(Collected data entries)
=====
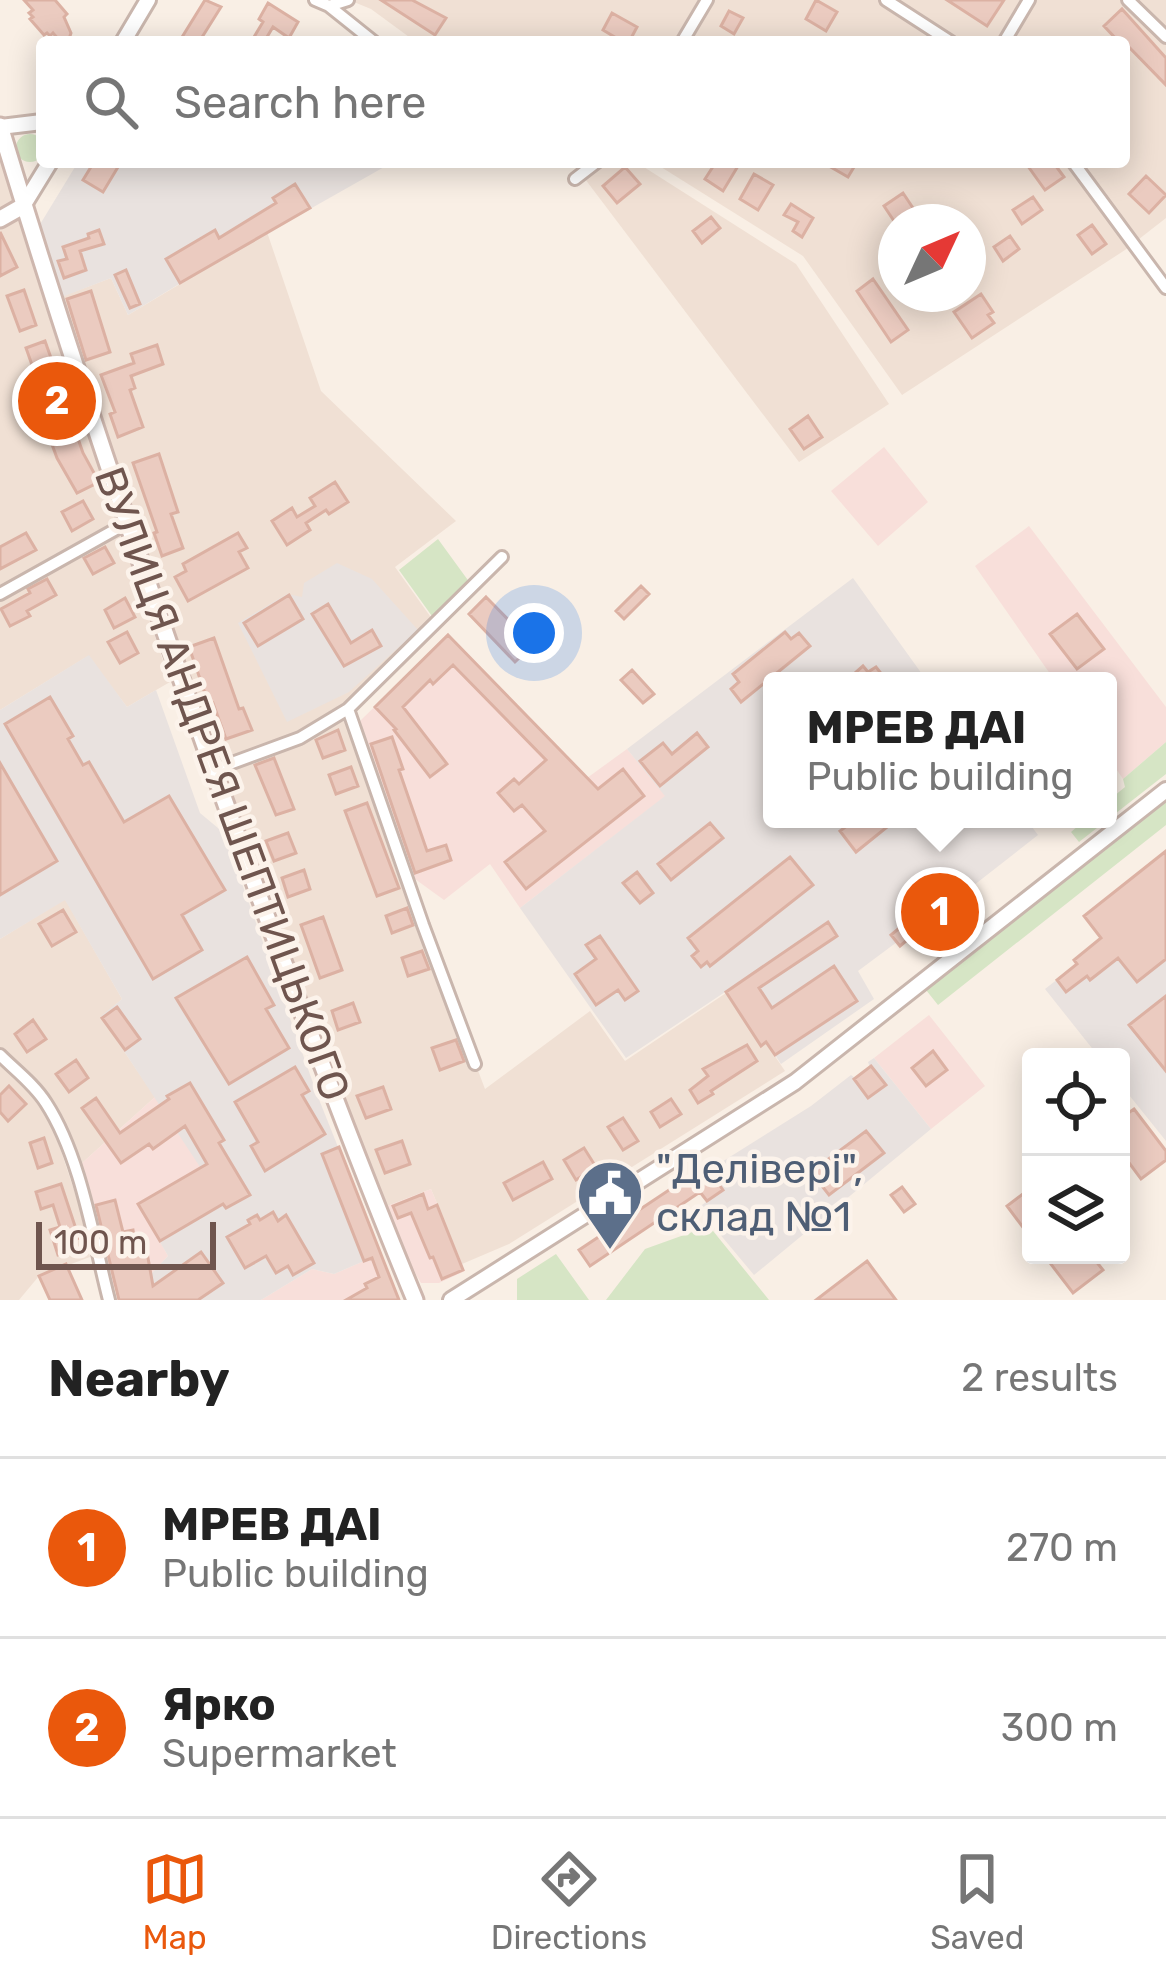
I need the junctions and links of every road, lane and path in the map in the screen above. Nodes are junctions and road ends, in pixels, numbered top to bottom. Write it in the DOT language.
graph roads {
  1 [pos="148,0"];
  2 [pos="315,0"];
  3 [pos="348,0"];
  4 [pos="707,0"];
  5 [pos="886,0"];
  6 [pos="1029,0"];
  7 [pos="1128,0"];
  8 [pos="329,6"];
  9 [pos="127,36"];
  10 [pos="366,36"];
  11 [pos="686,36"];
  12 [pos="942,36"];
  13 [pos="1008,36"];
  14 [pos="1166,38"];
  15 [pos="36,123"];
  16 [pos="0,126"];
  17 [pos="46,168"];
  18 [pos="589,168"];
  19 [pos="1077,168"];
  20 [pos="575,179"];
  21 [pos="23,206"];
  22 [pos="0,219"];
  23 [pos="1166,288"];
  24 [pos="127,523"];
  25 [pos="502,557"];
  26 [pos="0,594"];
  27 [pos="348,709"];
  28 [pos="213,770"];
  29 [pos="1166,790"];
  30 [pos="0,1055"];
  31 [pos="475,1064"];
  32 [pos="110,1300"];
  33 [pos="415,1300"];
  34 [pos="451,1300"];
  1 -- 9 [label="street"];
  2 -- 8 [label="street"];
  3 -- 8 [label="street"];
  4 -- 11 [label="street"];
  5 -- 12 [label="street"];
  6 -- 13 [label="street"];
  7 -- 14 [label="street"];
  8 -- 10 [label="street"];
  15 -- 16 [label="street"];
  16 -- 21 [label="main road, ВУЛИЦЯ АНДРЕЯ ШЕПТИЦЬКОГО"];
  17 -- 21 [label="street"];
  18 -- 20 [label="street"];
  19 -- 23 [label="street"];
  21 -- 22 [label="main road"];
  21 -- 24 [label="main road, ВУЛИЦЯ АНДРЕЯ ШЕПТИЦЬКОГО"];
  24 -- 26 [label="street"];
  24 -- 28 [label="main road, ВУЛИЦЯ АНДРЕЯ ШЕПТИЦЬКОГО"];
  25 -- 27 [label="street"];
  27 -- 28 [label="street"];
  27 -- 31 [label="street"];
  28 -- 33 [label="main road, ВУЛИЦЯ АНДРЕЯ ШЕПТИЦЬКОГО"];
  29 -- 34 [label="street"];
  30 -- 32 [label="street"];
}
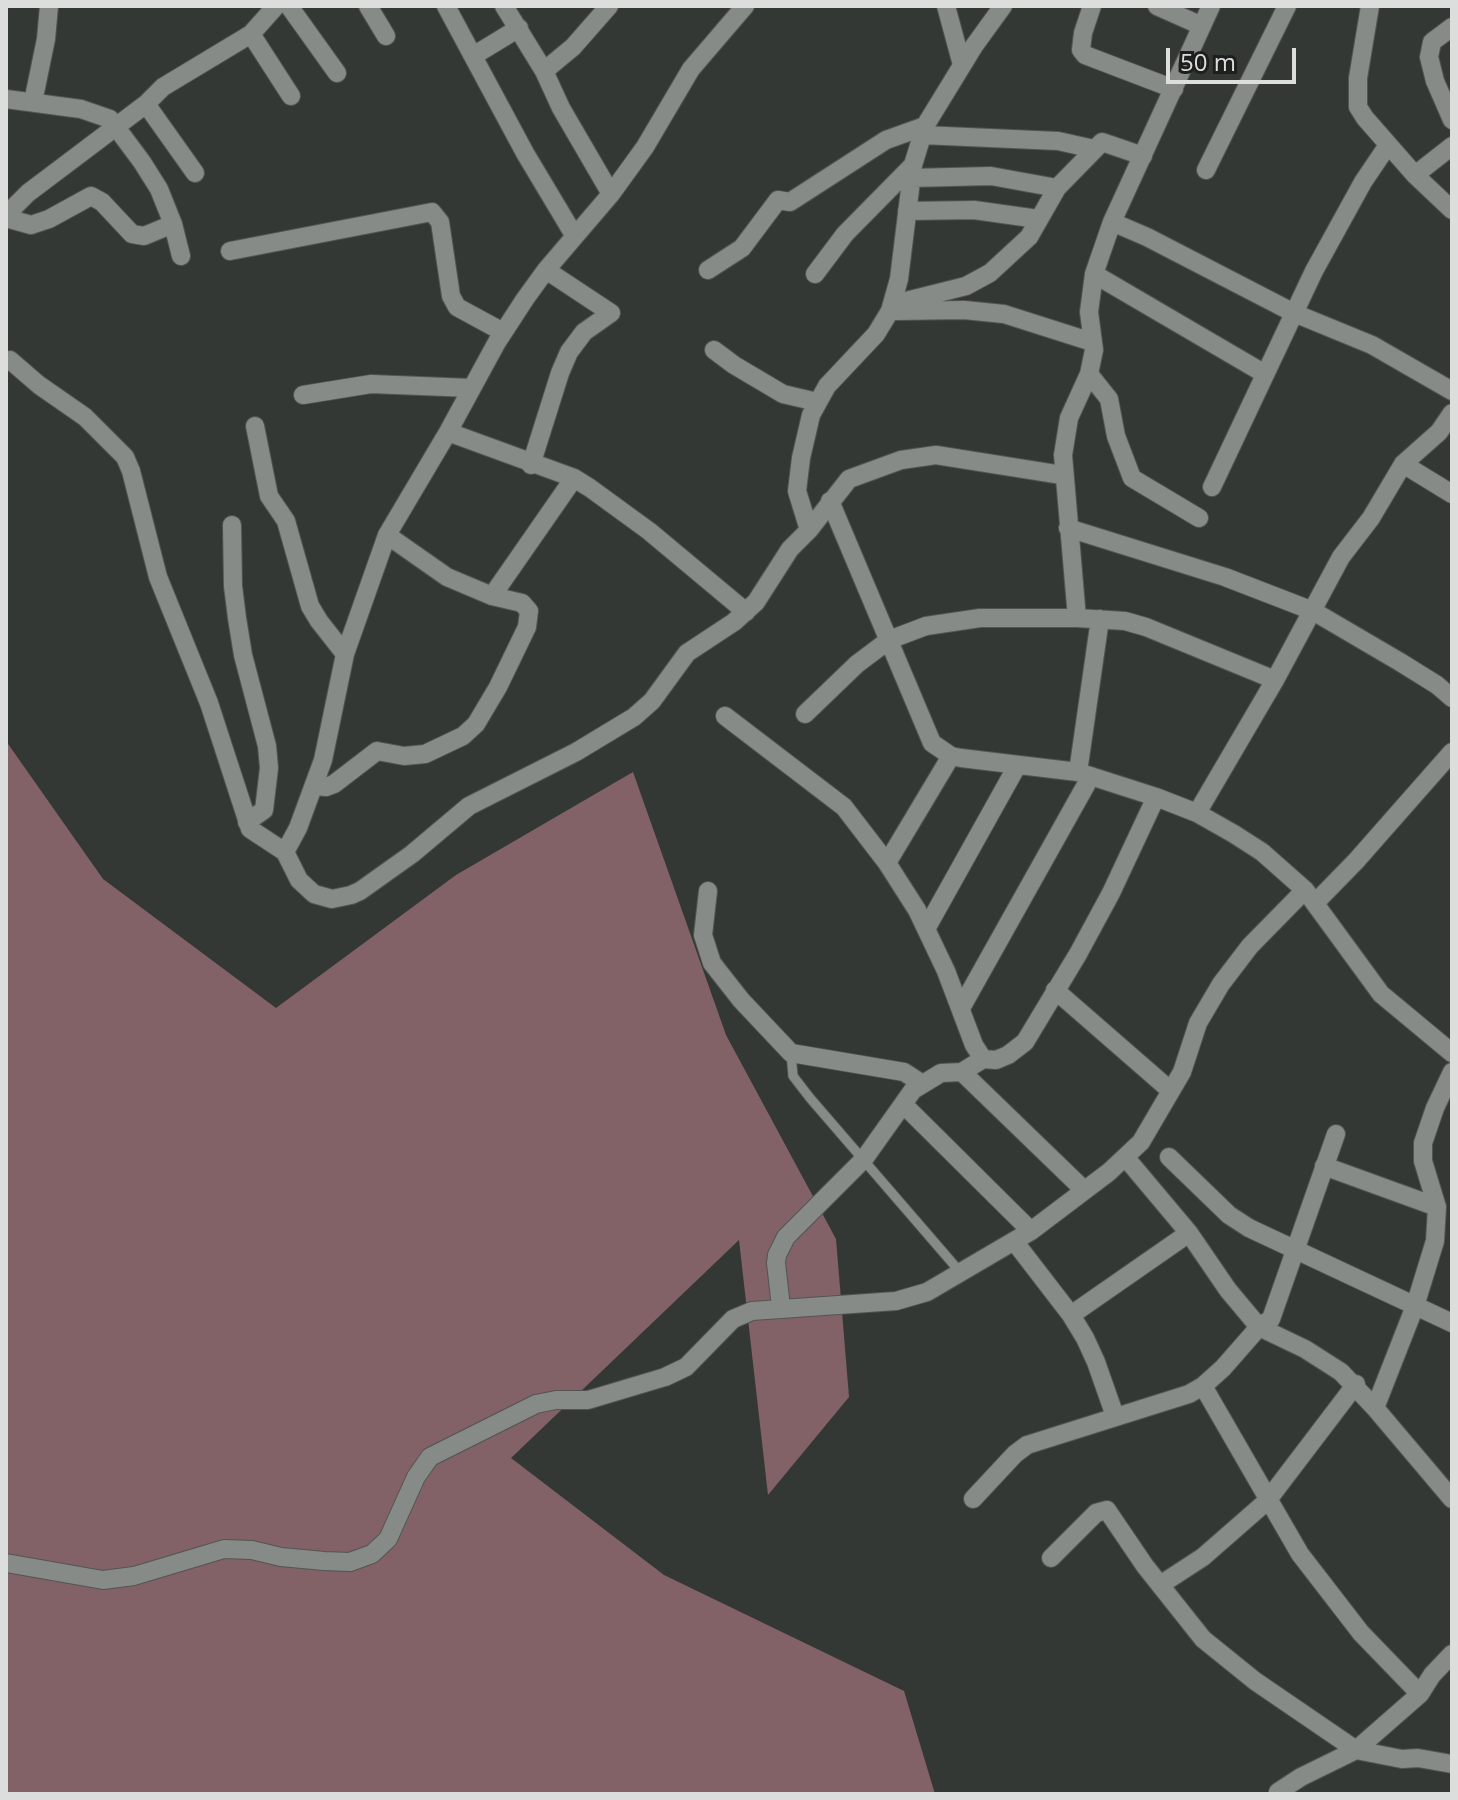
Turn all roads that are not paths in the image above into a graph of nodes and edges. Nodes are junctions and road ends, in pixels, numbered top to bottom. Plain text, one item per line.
1 (49, 6) edge
2 (276, 6) edge
3 (289, 6) edge
4 (368, 6) edge
5 (446, 6) edge
6 (504, 6) edge
7 (609, 6) edge
8 (745, 6) edge
9 (946, 6) edge
10 (1003, 6) edge
11 (1092, 6) edge
12 (1157, 6) edge
13 (1211, 6) edge
14 (1287, 6) edge
15 (1370, 6) edge
16 (1202, 26) junction
17 (1452, 27) edge
18 (519, 28) junction
19 (251, 34) junction
20 (386, 36) dead end
21 (473, 56) junction
22 (962, 65) junction
23 (544, 71) junction
24 (337, 73) dead end
25 (1174, 89) junction
26 (291, 96) dead end
27 (6, 99) edge
28 (33, 102) junction
29 (146, 104) junction
30 (1452, 120) edge
31 (117, 126) junction
32 (923, 131) junction
33 (1388, 145) junction
34 (1452, 146) edge
35 (1094, 149) junction
36 (1143, 156) junction
37 (1206, 170) dead end
38 (912, 172) junction
39 (195, 173) dead end
40 (1415, 175) junction
41 (1057, 188) junction
42 (611, 194) junction
43 (1452, 210) edge
44 (907, 211) junction
45 (6, 216) edge
46 (1038, 219) junction
47 (1112, 222) junction
48 (173, 224) junction
49 (574, 235) junction
50 (230, 251) dead end
51 (181, 256) dead end
52 (546, 270) junction
53 (708, 270) dead end
54 (815, 274) dead end
55 (1094, 274) junction
56 (890, 311) junction
57 (1294, 313) junction
58 (503, 332) junction
59 (1092, 342) junction
60 (714, 350) dead end
61 (7, 359) edge
62 (1089, 374) junction
63 (1265, 374) junction
64 (471, 388) junction
65 (1452, 391) edge
66 (303, 395) dead end
67 (817, 402) junction
68 (1452, 413) edge
69 (255, 426) dead end
70 (448, 432) junction
71 (1403, 464) junction
72 (531, 465) junction
73 (1062, 475) junction
74 (574, 478) junction
75 (1212, 487) dead end
76 (1452, 494) edge
77 (830, 501) junction
78 (1199, 518) dead end
79 (232, 525) dead end
80 (1068, 528) junction
81 (809, 530) junction
82 (387, 535) junction
83 (492, 596) junction
84 (1313, 611) junction
85 (746, 612) junction
86 (1077, 618) junction
87 (1100, 619) junction
88 (889, 640) junction
89 (345, 654) junction
90 (1275, 680) junction
91 (1452, 698) edge
92 (805, 714) dead end
93 (725, 716) dead end
94 (1452, 752) edge
95 (951, 756) junction
96 (1017, 766) junction
97 (1084, 774) junction
98 (315, 786) junction
99 (1156, 797) junction
100 (1197, 813) junction
101 (247, 822) junction
102 (285, 852) junction
103 (887, 863) junction
104 (708, 891) dead end
105 (1310, 896) junction
106 (926, 929) junction
107 (1055, 990) junction
108 (961, 1008) junction
109 (791, 1053) junction
110 (1452, 1053) edge
111 (983, 1059) junction
112 (962, 1072) junction
113 (1452, 1072) edge
114 (921, 1083) junction
115 (1171, 1091) junction
116 (904, 1105) junction
117 (1336, 1134) dead end
118 (1169, 1157) dead end
119 (1126, 1158) junction
120 (864, 1159) junction
121 (1324, 1166) junction
122 (1083, 1189) junction
123 (1437, 1207) junction
124 (1031, 1231) junction
125 (1189, 1233) junction
126 (1014, 1241) junction
127 (1295, 1251) junction
128 (961, 1273) junction
129 (1415, 1306) junction
130 (781, 1307) junction
131 (1071, 1315) junction
132 (1452, 1323) edge
133 (1259, 1327) junction
134 (1356, 1384) junction
135 (1203, 1386) junction
136 (1375, 1408) junction
137 (1115, 1416) junction
138 (973, 1499) dead end
139 (1452, 1499) edge
140 (1267, 1501) junction
141 (1051, 1558) dead end
142 (6, 1563) edge
143 (1160, 1585) junction
144 (1452, 1654) edge
145 (1420, 1694) junction
146 (1356, 1750) junction
147 (1452, 1764) edge
148 (1278, 1792) edge

1 - 28 street
2 - 19 street
3 - 24 street
4 - 20 street
5 - 21 street
6 - 18 street
7 - 23 street
8 - 42 street
9 - 22 street
10 - 22 street
11 - 25 street
12 - 16 street
13 - 16 street
14 - 37 street
15 - 33 street
16 - 25 street
17 - 30 street
18 - 21 street
18 - 23 street
19 - 26 street
19 - 29 street
21 - 49 street
22 - 32 street
23 - 42 street
25 - 36 street
27 - 28 street
28 - 31 street
29 - 31 street
29 - 39 street
31 - 45 street
31 - 48 street
32 - 35 street
32 - 38 street
32 - 53 street
33 - 40 street
33 - 57 street
34 - 40 street
35 - 36 street
35 - 41 street
36 - 47 street
38 - 41 street
38 - 44 street
38 - 54 street
40 - 43 street
41 - 46 street
42 - 49 street
44 - 46 street
44 - 56 street
45 - 48 street
46 - 56 street
47 - 55 street
47 - 57 street
48 - 51 street
49 - 52 street
50 - 58 street
52 - 58 street
52 - 72 street
55 - 59 street
55 - 63 street
56 - 59 street
56 - 67 street
57 - 63 street
57 - 65 street
58 - 64 street
59 - 62 street
60 - 67 street
61 - 101 street
62 - 73 street
62 - 78 street
63 - 75 street
64 - 66 street
64 - 70 street
67 - 81 street
68 - 71 street
69 - 89 street
70 - 72 street
70 - 82 street
71 - 76 street
71 - 84 street
72 - 74 street
73 - 77 street
73 - 80 street
74 - 83 street
74 - 85 street
77 - 81 street
77 - 88 street
79 - 101 street
80 - 84 street
80 - 86 street
81 - 85 street
82 - 83 street
82 - 89 street
83 - 98 street
84 - 90 street
84 - 91 street
85 - 102 street
86 - 87 street
86 - 88 street
87 - 90 street
87 - 97 street
88 - 92 street
88 - 95 street
89 - 98 street
90 - 100 street
93 - 103 street
94 - 105 street
95 - 96 street
95 - 103 street
96 - 97 street
96 - 106 street
97 - 99 street
97 - 108 street
98 - 102 street
99 - 100 street
99 - 107 street
100 - 105 street
101 - 102 street
103 - 106 street
104 - 109 street
105 - 110 street
105 - 115 street
106 - 108 street
107 - 111 street
107 - 115 street
108 - 111 street
109 - 114 street
109 - 120 lane
111 - 112 street
112 - 114 street
112 - 122 street
113 - 123 street
114 - 116 street
115 - 119 street
116 - 120 street
116 - 124 street
117 - 121 street
118 - 127 street
119 - 122 street
119 - 125 street
120 - 128 lane
120 - 130 street
121 - 123 street
121 - 127 street
122 - 124 street
123 - 129 street
124 - 126 street
125 - 131 street
125 - 133 street
126 - 128 street
126 - 131 street
127 - 129 street
127 - 133 street
128 - 130 street
129 - 132 street
129 - 136 street
130 - 142 street
131 - 137 street
133 - 134 street
133 - 135 street
134 - 136 street
134 - 140 street
135 - 137 street
135 - 140 street
136 - 139 street
137 - 138 street
140 - 143 street
140 - 145 street
141 - 143 street
143 - 146 street
144 - 145 street
145 - 146 street
146 - 147 street
146 - 148 street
=====
What you should do:
Wherever the string "pixels" appears in a line above, copy that line.

Exercise response:
I need the junctions and links of every road, lane and path in the map in the screen above. Nodes are junctions and road ends, in pixels, numbered top to bottom. Write it in the DOT language.
Turn all roads that are not paths in the image above into a graph of nodes and edges. Nodes are junctions and road ends, in pixels, numbered top to bottom. Plain text, one item per line.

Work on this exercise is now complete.